Matt Prater probably doesn’t get noticed when he goes out in public, and his name usually doesn’t come up in the discussion of the greatest kickers of all time. But the Cardinals’ 39-year-old continues to thrive, hitting a 62-yard field goal at the halftime buzzer of last week’s win over the Cowboys. Kicking in some of the best conditions in the NFL — eight years in the high altitude of Denver, 10 years indoors in Detroit and Arizona — Prater has authored an impressive career. His 64-yard field goal in 2013 was the NFL record until Justin Tucker hit a 66-yarder in 2021. Prater has nine of the top 100 longest field goals, most of any kicker, with the 64, two 62s, four 59s, and two 58s.
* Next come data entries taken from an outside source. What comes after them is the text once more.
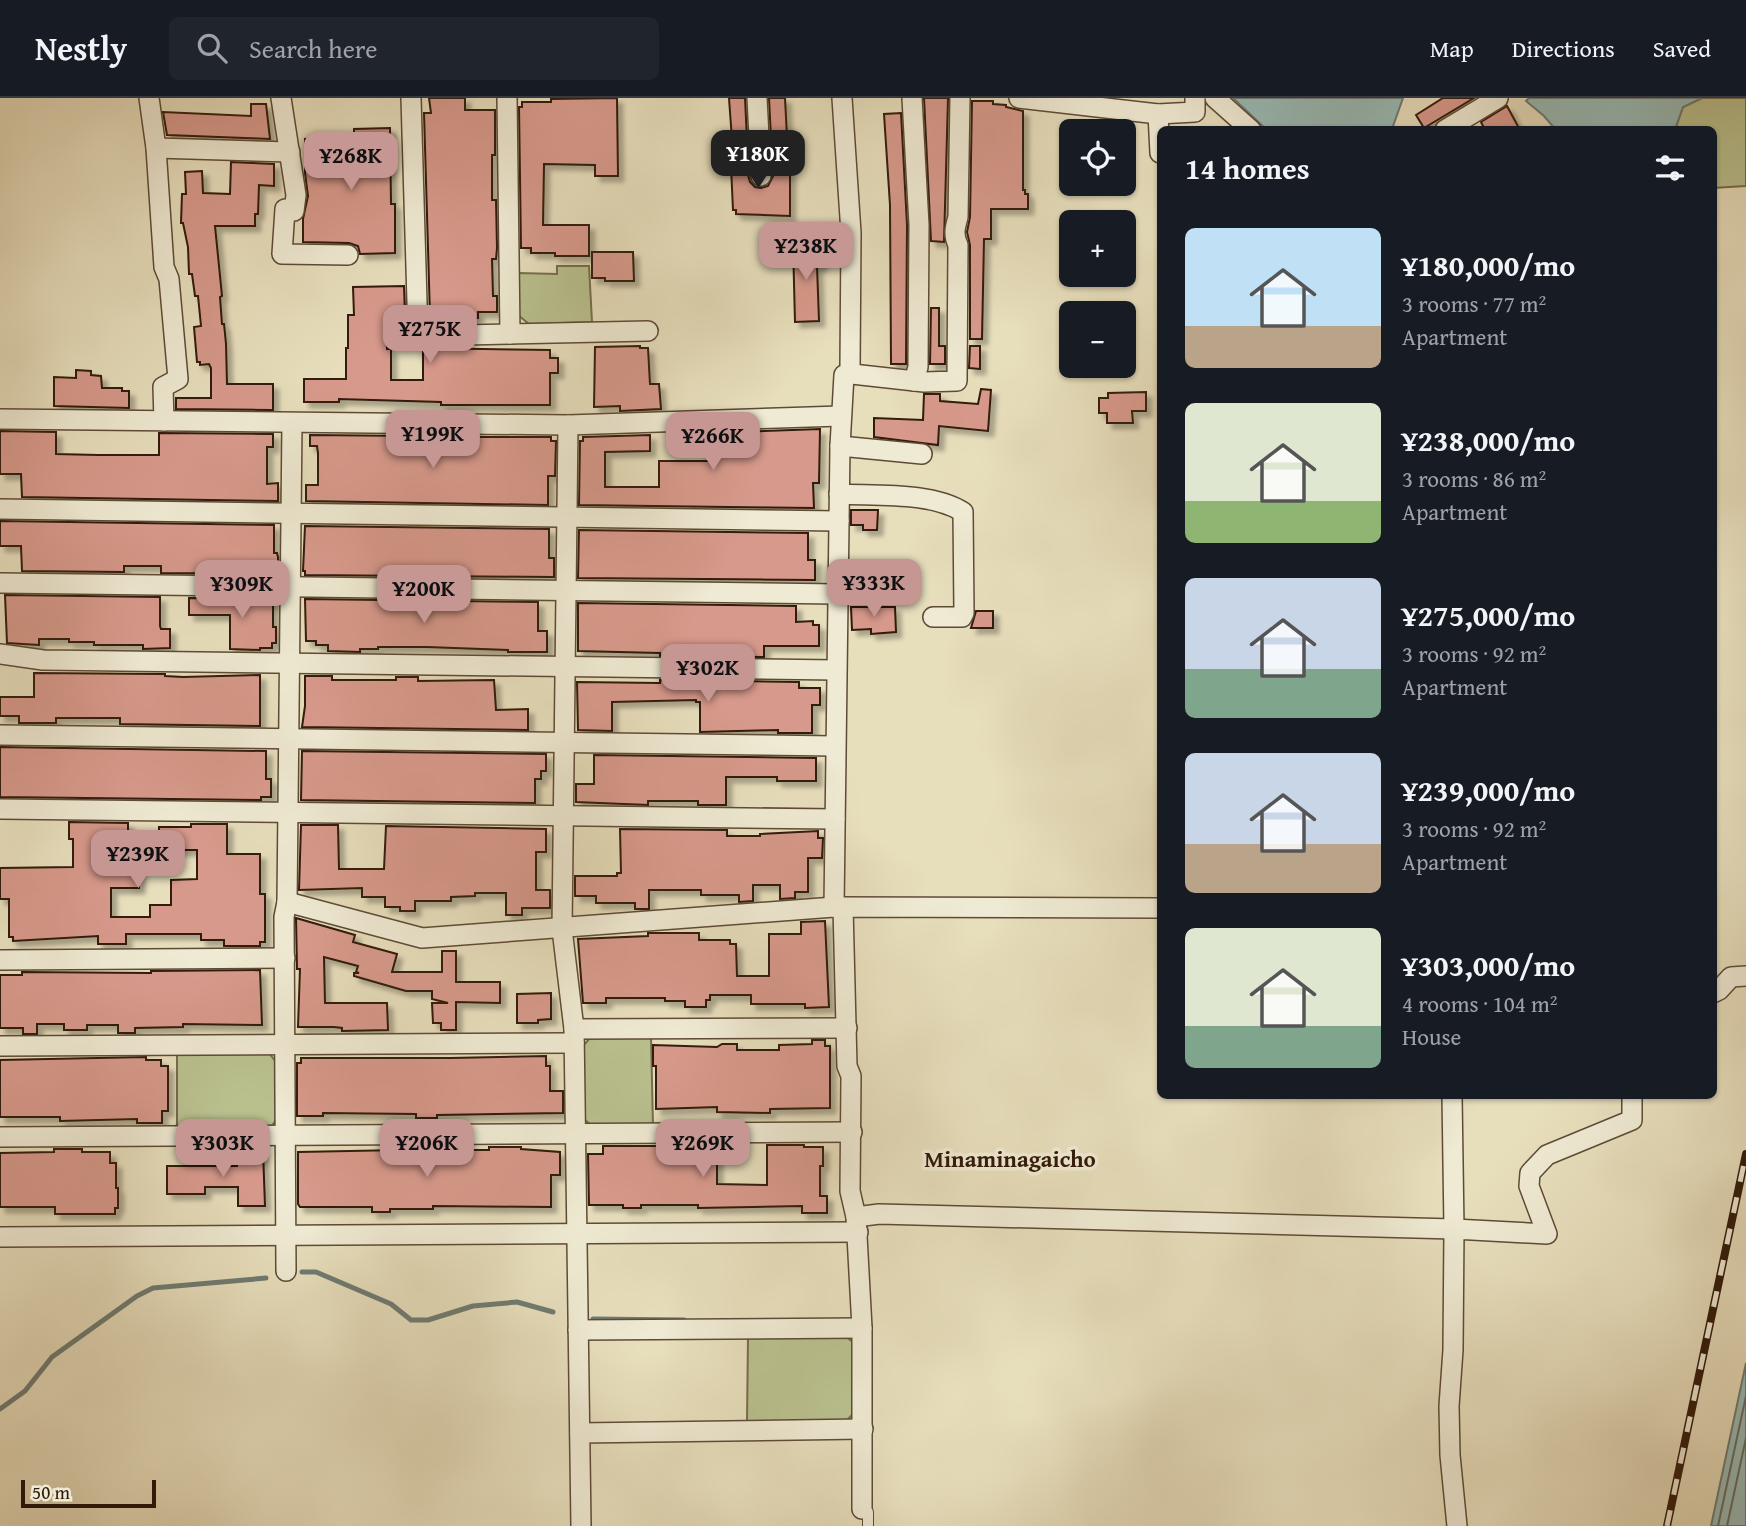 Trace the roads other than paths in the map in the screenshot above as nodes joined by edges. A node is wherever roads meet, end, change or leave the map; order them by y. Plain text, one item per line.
1 (149, 98) edge
2 (281, 98) edge
3 (411, 98) edge
4 (507, 98) edge
5 (757, 98) edge
6 (842, 98) edge
7 (912, 98) edge
8 (960, 98) edge
9 (1019, 98) edge
10 (1195, 98) edge
11 (1214, 98) edge
12 (1498, 98) edge
13 (1158, 114) junction
14 (1159, 126) edge
15 (1246, 126) edge
16 (1452, 126) edge
17 (156, 148) junction
18 (289, 152) junction
19 (761, 176) dead end
20 (348, 255) dead end
21 (648, 331) dead end
22 (510, 334) junction
23 (852, 374) junction
24 (914, 381) junction
25 (841, 416) junction
26 (0, 419) edge
27 (164, 421) junction
28 (292, 423) junction
29 (568, 425) junction
30 (840, 446) junction
31 (922, 454) dead end
32 (839, 494) junction
33 (0, 509) edge
34 (292, 514) junction
35 (566, 517) junction
36 (839, 521) junction
37 (0, 583) edge
38 (290, 587) junction
39 (566, 592) junction
40 (837, 594) junction
41 (933, 617) dead end
42 (0, 654) edge
43 (289, 663) junction
44 (564, 667) junction
45 (836, 670) junction
46 (0, 735) edge
47 (289, 739) junction
48 (563, 743) junction
49 (835, 746) junction
50 (0, 809) edge
51 (288, 812) junction
52 (562, 816) junction
53 (835, 819) junction
54 (287, 902) junction
55 (839, 907) junction
56 (1157, 908) edge
57 (562, 929) junction
58 (285, 958) junction
59 (0, 960) edge
60 (1746, 976) edge
61 (1717, 991) edge
62 (847, 1028) junction
63 (574, 1036) junction
64 (285, 1045) junction
65 (0, 1046) edge
66 (1452, 1099) edge
67 (1632, 1099) edge
68 (852, 1132) junction
69 (575, 1135) junction
70 (286, 1136) junction
71 (0, 1137) edge
72 (857, 1225) junction
73 (1454, 1228) junction
74 (575, 1233) junction
75 (285, 1235) junction
76 (0, 1237) edge
77 (286, 1271) dead end
78 (862, 1328) junction
79 (579, 1330) junction
80 (863, 1429) junction
81 (580, 1433) junction
82 (865, 1518) edge
83 (581, 1526) edge
84 (1457, 1526) edge

1 - 17 street
2 - 18 street
3 - 22 street
4 - 22 street
5 - 19 street
6 - 23 street
7 - 24 street
8 - 24 street
9 - 13 street
10 - 13 street
11 - 15 street
12 - 16 street
13 - 14 street
17 - 18 street
17 - 27 street
18 - 20 street
21 - 22 street
23 - 24 street
23 - 25 street
25 - 29 street
25 - 30 street
26 - 27 street
27 - 28 street
28 - 29 street
28 - 34 street
29 - 35 street
30 - 31 street
30 - 32 street
32 - 36 street
32 - 41 street
33 - 34 street
34 - 35 street
34 - 38 street
35 - 36 street
35 - 39 street
36 - 40 street
37 - 38 street
38 - 39 street
38 - 43 street
39 - 40 street
39 - 44 street
40 - 45 street
42 - 43 street
43 - 44 street
43 - 47 street
44 - 45 street
44 - 48 street
45 - 49 street
46 - 47 street
47 - 48 street
47 - 51 street
48 - 49 street
48 - 52 street
49 - 53 street
50 - 51 street
51 - 52 street
51 - 54 street
52 - 53 street
52 - 57 street
53 - 55 street
54 - 57 street
54 - 58 street
55 - 56 street
55 - 57 street
55 - 62 street
57 - 63 street
58 - 59 street
58 - 64 street
60 - 61 street
62 - 63 street
62 - 68 street
63 - 64 street
63 - 69 street
64 - 65 street
64 - 70 street
66 - 73 street
67 - 73 street
68 - 69 street
68 - 72 street
69 - 70 street
69 - 74 street
70 - 71 street
70 - 75 street
72 - 73 street
72 - 74 street
72 - 78 street
73 - 84 street
74 - 75 street
74 - 79 street
75 - 76 street
75 - 77 street
78 - 79 street
78 - 80 street
79 - 81 street
80 - 81 street
80 - 82 street
81 - 83 street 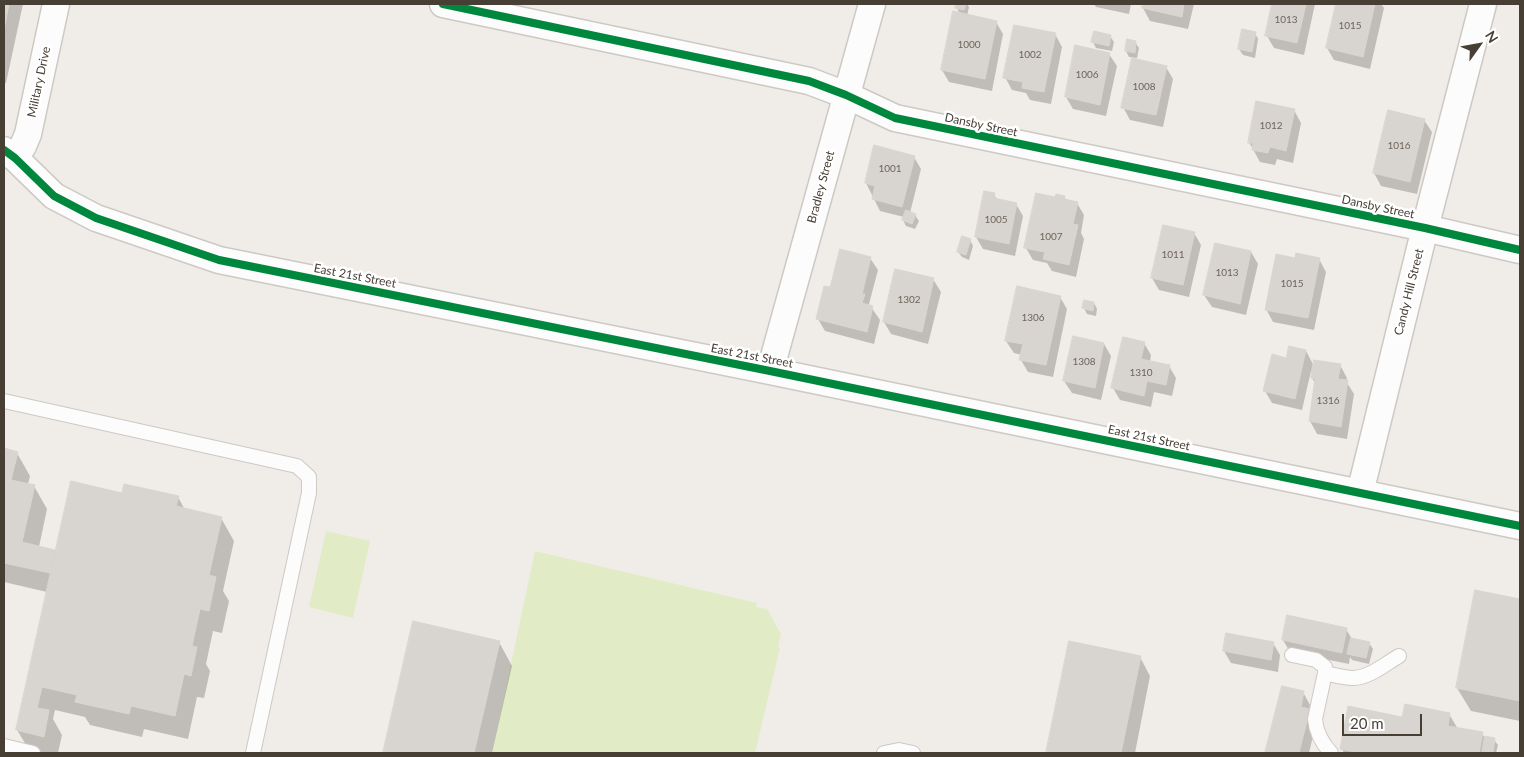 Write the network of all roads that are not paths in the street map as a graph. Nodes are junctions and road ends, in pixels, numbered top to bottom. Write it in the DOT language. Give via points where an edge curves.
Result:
graph roads {
  1 [pos="56,4"];
  2 [pos="443,4"];
  3 [pos="872,4"];
  4 [pos="1483,4"];
  5 [pos="846,95"];
  6 [pos="10,154"];
  7 [pos="1425,228"];
  8 [pos="1520,250"];
  9 [pos="770,371"];
  10 [pos="4,401"];
  11 [pos="1360,493"];
  12 [pos="1520,526"];
  13 [pos="1292,655"];
  14 [pos="1399,656"];
  15 [pos="1325,673"];
  16 [pos="4,746"];
  17 [pos="34,753"];
  18 [pos="254,753"];
  19 [pos="884,753"];
  20 [pos="913,753"];
  21 [pos="1331,753"];
  1 -- 6 [label="street, Military Drive" via="28,134 23,146"];
  2 -- 5 [label="street, Dansby Street" via="809,81"];
  3 -- 5 [label="street, Bradley Street"];
  4 -- 7 [label="street, Candy Hill Street"];
  5 -- 7 [label="street, Dansby Street" via="895,118"];
  5 -- 9 [label="street, Bradley Street"];
  6 -- 9 [label="street, East 21st Street" via="54,196 96,218 219,260"];
  7 -- 8 [label="street, Dansby Street"];
  7 -- 11 [label="street, Candy Hill Street"];
  9 -- 11 [label="street, East 21st Street"];
  10 -- 18 [label="lane" via="297,466 309,478 310,493"];
  11 -- 12 [label="street, East 21st Street"];
  13 -- 15 [label="lane" via="1316,660 1325,667"];
  14 -- 15 [label="lane" via="1368,675 1352,678"];
  15 -- 21 [label="lane" via="1315,726 1318,736"];
  16 -- 17 [label="lane"];
  19 -- 20 [label="lane" via="899,750"];
}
He also has an NFL record 73 field goals of at least 50 yards . . . A mind-blowing stat from Dolphins media relations: Tua Tagovailoa became the first Miami player to win AFC Offensive Player of the Month in 30 years, since Scott Mitchell in 1993. Hard to imagine that Dan Marino only won the award twice, in November 1986 and October 1988 . . . The Bears have lost 13 straight since defeating the Patriots in Foxborough last October, with nine coming by multiple scores . . . From the Someone Has To Win Department: The NFL’s four 0-3 teams will all face each other Sunday — Minnesota at Carolina, Denver at Chicago . . . Drew Bledsoe will be the Bills Legend of the Game against the Dolphins on Sunday in Western New York. Let’s hope he gets a better seat for the game than the one Takeo Spikes got two weeks ago.